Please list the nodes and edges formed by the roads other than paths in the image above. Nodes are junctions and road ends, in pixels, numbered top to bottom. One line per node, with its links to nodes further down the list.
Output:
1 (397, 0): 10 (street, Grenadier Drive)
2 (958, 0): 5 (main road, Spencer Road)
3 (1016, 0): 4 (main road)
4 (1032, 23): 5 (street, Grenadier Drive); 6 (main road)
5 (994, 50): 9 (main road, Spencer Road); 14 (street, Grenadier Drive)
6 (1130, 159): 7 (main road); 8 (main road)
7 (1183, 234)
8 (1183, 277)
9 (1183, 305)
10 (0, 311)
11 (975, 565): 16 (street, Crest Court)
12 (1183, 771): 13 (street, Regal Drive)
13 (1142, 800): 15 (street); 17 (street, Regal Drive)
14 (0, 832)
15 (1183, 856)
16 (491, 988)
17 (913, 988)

^^^^^^^^

*INSTRUCTIONS FOR THE TASK*: Repeat the whole of the data above exactly, keeping every word.

*SOLUTION FOR THIS TASK*:
Please list the nodes and edges formed by the roads other than paths in the image above. Nodes are junctions and road ends, in pixels, numbered top to bottom. One line per node, with its links to nodes further down the list.
Output:
1 (397, 0): 10 (street, Grenadier Drive)
2 (958, 0): 5 (main road, Spencer Road)
3 (1016, 0): 4 (main road)
4 (1032, 23): 5 (street, Grenadier Drive); 6 (main road)
5 (994, 50): 9 (main road, Spencer Road); 14 (street, Grenadier Drive)
6 (1130, 159): 7 (main road); 8 (main road)
7 (1183, 234)
8 (1183, 277)
9 (1183, 305)
10 (0, 311)
11 (975, 565): 16 (street, Crest Court)
12 (1183, 771): 13 (street, Regal Drive)
13 (1142, 800): 15 (street); 17 (street, Regal Drive)
14 (0, 832)
15 (1183, 856)
16 (491, 988)
17 (913, 988)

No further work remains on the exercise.